== Available data ==

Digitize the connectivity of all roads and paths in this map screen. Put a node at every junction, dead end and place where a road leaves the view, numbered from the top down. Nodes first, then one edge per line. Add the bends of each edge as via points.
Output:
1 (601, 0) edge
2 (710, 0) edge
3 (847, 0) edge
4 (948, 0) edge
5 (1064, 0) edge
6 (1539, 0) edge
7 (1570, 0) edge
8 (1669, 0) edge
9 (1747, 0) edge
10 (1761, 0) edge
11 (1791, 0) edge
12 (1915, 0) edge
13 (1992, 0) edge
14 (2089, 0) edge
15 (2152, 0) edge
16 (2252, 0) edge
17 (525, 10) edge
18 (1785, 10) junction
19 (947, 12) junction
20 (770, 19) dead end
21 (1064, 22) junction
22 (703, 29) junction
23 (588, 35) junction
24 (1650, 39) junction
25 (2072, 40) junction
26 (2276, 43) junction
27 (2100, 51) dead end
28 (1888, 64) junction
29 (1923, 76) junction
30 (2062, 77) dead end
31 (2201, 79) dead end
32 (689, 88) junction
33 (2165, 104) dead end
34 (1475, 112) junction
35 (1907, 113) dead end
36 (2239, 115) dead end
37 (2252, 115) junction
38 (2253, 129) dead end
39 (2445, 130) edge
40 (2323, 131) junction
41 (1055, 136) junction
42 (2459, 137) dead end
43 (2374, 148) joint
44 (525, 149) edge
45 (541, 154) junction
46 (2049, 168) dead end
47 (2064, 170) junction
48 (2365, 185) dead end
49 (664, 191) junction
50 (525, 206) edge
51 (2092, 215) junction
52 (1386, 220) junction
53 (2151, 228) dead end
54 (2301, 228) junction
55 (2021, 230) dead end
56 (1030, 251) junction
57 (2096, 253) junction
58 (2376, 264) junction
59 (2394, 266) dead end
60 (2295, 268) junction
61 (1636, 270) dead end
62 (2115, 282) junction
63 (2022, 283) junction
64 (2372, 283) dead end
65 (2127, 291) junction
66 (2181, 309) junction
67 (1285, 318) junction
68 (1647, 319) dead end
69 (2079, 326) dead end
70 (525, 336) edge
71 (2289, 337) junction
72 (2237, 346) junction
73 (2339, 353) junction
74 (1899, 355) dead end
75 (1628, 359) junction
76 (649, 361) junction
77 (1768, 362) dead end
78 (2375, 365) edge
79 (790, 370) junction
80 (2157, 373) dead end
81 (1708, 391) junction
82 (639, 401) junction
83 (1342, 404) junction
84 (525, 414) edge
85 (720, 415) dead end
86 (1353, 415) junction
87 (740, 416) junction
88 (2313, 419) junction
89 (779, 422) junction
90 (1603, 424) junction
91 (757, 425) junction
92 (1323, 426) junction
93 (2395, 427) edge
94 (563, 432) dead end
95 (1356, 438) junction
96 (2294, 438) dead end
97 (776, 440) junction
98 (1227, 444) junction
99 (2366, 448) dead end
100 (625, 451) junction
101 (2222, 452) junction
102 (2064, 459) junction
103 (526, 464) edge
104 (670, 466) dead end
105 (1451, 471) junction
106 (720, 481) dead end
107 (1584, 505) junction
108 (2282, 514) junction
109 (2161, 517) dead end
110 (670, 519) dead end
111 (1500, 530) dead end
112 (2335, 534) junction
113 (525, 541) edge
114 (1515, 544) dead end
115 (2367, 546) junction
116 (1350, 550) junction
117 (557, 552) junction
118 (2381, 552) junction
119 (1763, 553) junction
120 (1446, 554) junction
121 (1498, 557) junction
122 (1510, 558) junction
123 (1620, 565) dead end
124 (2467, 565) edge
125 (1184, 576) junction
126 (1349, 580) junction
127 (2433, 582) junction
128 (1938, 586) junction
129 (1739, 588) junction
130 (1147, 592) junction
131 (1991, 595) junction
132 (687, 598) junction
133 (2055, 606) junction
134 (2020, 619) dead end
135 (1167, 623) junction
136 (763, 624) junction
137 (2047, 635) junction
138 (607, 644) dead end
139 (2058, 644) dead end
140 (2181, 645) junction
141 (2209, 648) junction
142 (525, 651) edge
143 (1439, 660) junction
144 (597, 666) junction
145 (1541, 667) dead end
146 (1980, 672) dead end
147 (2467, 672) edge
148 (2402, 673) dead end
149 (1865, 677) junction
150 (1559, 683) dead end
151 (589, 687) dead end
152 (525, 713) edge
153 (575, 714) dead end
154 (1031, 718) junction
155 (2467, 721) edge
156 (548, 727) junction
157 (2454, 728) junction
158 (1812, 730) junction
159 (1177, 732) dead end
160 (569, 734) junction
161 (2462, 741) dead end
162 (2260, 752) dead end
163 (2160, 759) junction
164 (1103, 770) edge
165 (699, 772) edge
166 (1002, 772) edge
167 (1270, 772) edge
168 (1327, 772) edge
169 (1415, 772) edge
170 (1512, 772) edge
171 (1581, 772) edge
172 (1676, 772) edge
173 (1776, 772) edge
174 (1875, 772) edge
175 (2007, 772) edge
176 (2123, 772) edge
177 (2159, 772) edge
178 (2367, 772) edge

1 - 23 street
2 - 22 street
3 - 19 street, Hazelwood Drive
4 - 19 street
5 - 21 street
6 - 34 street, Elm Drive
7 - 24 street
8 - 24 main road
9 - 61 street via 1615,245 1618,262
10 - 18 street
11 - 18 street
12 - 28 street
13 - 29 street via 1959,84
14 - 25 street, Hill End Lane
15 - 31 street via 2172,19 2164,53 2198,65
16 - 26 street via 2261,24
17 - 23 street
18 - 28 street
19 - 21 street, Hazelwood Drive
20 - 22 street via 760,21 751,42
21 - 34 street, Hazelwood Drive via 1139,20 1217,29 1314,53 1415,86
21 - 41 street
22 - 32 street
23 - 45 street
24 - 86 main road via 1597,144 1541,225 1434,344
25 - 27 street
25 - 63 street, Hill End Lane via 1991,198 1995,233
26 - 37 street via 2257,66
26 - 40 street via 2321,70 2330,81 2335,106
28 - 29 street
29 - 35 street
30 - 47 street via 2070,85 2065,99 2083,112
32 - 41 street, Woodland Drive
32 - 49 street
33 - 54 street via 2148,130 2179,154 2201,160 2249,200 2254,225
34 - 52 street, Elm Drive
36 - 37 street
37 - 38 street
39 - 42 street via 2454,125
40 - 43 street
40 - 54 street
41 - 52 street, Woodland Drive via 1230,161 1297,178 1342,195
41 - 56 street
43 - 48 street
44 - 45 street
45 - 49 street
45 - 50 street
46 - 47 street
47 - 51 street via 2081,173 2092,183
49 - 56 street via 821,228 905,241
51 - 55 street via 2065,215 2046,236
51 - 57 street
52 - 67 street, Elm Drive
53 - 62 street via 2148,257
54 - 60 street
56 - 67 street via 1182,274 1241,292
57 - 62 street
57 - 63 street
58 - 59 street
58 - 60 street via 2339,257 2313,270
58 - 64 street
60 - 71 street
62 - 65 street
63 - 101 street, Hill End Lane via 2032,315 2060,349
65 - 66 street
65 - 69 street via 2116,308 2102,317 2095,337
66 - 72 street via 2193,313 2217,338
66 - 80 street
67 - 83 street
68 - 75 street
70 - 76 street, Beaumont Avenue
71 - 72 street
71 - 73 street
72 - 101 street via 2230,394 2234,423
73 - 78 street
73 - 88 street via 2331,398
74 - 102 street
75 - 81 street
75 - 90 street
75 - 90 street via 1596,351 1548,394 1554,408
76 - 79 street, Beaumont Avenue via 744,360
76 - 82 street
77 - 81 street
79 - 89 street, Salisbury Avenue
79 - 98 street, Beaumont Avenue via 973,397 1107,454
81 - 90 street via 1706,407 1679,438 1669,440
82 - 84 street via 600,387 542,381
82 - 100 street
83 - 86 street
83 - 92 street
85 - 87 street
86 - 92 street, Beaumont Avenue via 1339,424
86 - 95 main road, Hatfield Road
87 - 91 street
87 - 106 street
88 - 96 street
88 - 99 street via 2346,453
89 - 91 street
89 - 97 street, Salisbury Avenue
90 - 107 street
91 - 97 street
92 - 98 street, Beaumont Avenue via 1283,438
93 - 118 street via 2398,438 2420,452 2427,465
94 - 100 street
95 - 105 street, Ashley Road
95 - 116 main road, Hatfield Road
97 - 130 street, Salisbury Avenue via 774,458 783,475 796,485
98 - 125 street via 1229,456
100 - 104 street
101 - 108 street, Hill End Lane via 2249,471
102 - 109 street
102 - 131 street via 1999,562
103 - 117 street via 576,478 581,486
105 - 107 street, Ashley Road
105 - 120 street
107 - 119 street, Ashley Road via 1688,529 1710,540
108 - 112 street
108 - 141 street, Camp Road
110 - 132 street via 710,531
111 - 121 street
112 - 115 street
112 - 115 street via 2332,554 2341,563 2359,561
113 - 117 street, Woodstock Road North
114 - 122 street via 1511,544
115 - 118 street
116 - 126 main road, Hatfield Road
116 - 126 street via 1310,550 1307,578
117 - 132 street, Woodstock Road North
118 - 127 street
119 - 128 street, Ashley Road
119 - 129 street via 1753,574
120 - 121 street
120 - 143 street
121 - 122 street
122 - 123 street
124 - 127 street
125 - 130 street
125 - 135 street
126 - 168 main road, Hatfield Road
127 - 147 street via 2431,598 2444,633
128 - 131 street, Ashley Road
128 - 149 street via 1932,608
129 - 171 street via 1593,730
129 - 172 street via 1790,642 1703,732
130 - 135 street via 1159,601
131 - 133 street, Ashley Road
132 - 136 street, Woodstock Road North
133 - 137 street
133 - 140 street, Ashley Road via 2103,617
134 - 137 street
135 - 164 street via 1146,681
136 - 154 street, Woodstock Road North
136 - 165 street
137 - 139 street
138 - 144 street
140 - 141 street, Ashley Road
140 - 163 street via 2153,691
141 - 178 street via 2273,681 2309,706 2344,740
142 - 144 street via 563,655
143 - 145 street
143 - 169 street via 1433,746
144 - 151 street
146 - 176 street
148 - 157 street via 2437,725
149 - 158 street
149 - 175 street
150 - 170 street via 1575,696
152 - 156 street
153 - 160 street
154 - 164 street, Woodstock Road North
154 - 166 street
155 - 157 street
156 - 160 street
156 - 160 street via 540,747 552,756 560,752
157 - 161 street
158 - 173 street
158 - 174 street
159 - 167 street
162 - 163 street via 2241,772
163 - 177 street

===

# Brief
Given the word "Woodland", show every line of the records that contains it.

# Output of the task
32 - 41 street, Woodland Drive
41 - 52 street, Woodland Drive via 1230,161 1297,178 1342,195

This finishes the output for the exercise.